So, in today’s Market 360 I’d like to preview each big bank’s quarterly reports and discuss if they’re good buys before their earnings are released.

Bank of America

Bank of America is expected to announce earnings of $0.77 per share, down 6.1% from earnings of $0.82 per share in the same quarter of last year. Revenue is estimated to rise 10.1% year-over-year to $24.41 billion, up from $22.16 billion a year ago. Analyst earnings estimates have been revised lower by 9.4% in the past three months.

Citigroup

Citigroup is also anticipated to post weak fourth-quarter results: Earnings are forecast to decline 19.2% year-over-year to $1.18 per share, down from earnings of $1.46 per share in the same quarter of last year. Revenue is expected to rise just 5.3% year-over-year to $17.93 billion, up from revenue of $17.02 billion last year. Earnings estimates have fallen by about 7.1% in the past 90 days.

JPMorgan Chase

JPMorgan’s earnings and sales are also shaping up to be relatively lackluster. Analysts are projecting earnings per share of $3.09 and sales of $34.31 billion, compared to earnings per share of $3.33 and sales of $30.35 billion in the fourth quarter of last year. So, earnings are expected to slip 7.2% year-over-year, while sales are expected to rise 13.1% year-over-year. Earnings estimates have been revised higher by 6.6% in the past three months, though analysts have cut their earnings estimates over the past 60 days (from $3.13 per share to $3.09 per share).

Wells Fargo Corporation

Wells Fargo Corporation is forecast to announce the weakest earnings and revenue fourth-quarter numbers. Earnings are expected to drop 49.6% year-over-year to $0.63 per share, down from earnings of $1.25 per share. Revenue is projected to decline 4.2% year-over-year to $19.98 billion, down from revenue of $20.86 billion in the same quarter of last year. Earnings estimates have been revised lower by a whopping 50.9% lower over the last 90 days.

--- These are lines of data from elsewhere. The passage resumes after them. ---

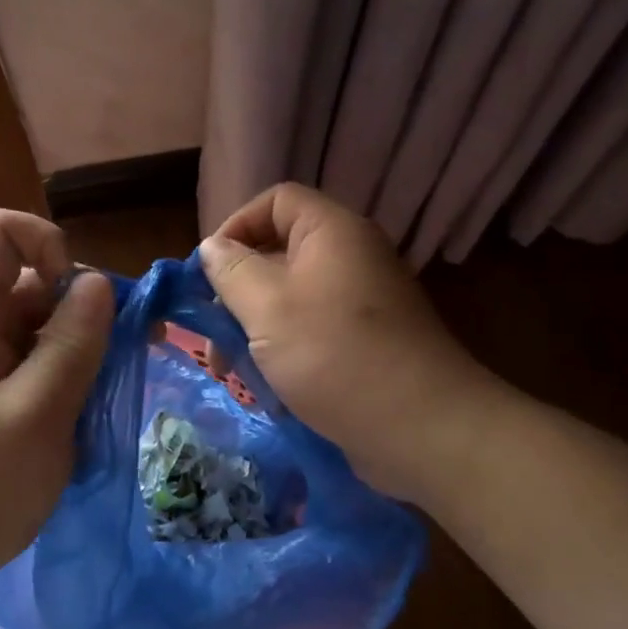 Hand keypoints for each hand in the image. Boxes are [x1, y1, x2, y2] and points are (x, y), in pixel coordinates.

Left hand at [0, 208, 114, 628]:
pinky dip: (70, 380)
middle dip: (84, 307)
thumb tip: (99, 282)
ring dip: (83, 350)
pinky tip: (87, 417)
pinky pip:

So, should you buy the big banks ahead of earnings? Not according to my Portfolio Grader. As you can see in the Report Card below, they all hold C-ratings, making them “Holds” right now.

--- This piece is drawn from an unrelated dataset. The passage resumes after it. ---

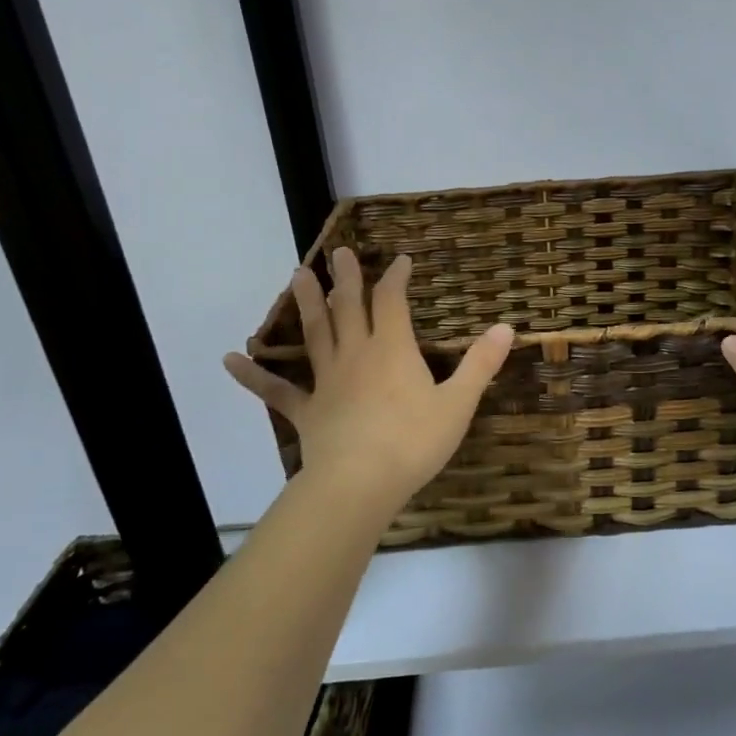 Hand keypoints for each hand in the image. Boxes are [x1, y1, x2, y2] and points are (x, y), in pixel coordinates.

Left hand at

Portfolio Grader snapshot of BAC, C, JPM and WFC

The truth of the matter is the big banks aren’t lining up to report stellar fourth-quarter results, and institutional buying pressure is also drying up, as evidenced by the C- and D-ratings for the big banks’ Quantitative Grades.

The fact that analysts cut their earnings estimates on these big banks is also a red flag, as downward revisions means that earnings misses could be in the cards. And if the big banks’ earnings fall short of analyst expectations, they could get hit hard by Wall Street. I should also add that, according to FactSet, the big banks’ lowered earnings revisions are weighing on the S&P 500’s earnings estimates. The S&P 500 earnings are now expected to fall 4.1%, down from a 3.3% decline last week.

Now, I’ve never been a fan of the big banks. I used to work for a division of the government that is now part of the Federal Reserve. During my time there, I saw how they essentially “cook their books” – and that scarred me for life!

Instead, I’m pounding the table on the energy sector, and for good reason: The energy sector is forecast to report an earnings growth rate of 62.7% in the fourth quarter. Revenue is forecast to come in at 11.5%. Compare that to the S&P 500’s revenue growth rate of 3.8%.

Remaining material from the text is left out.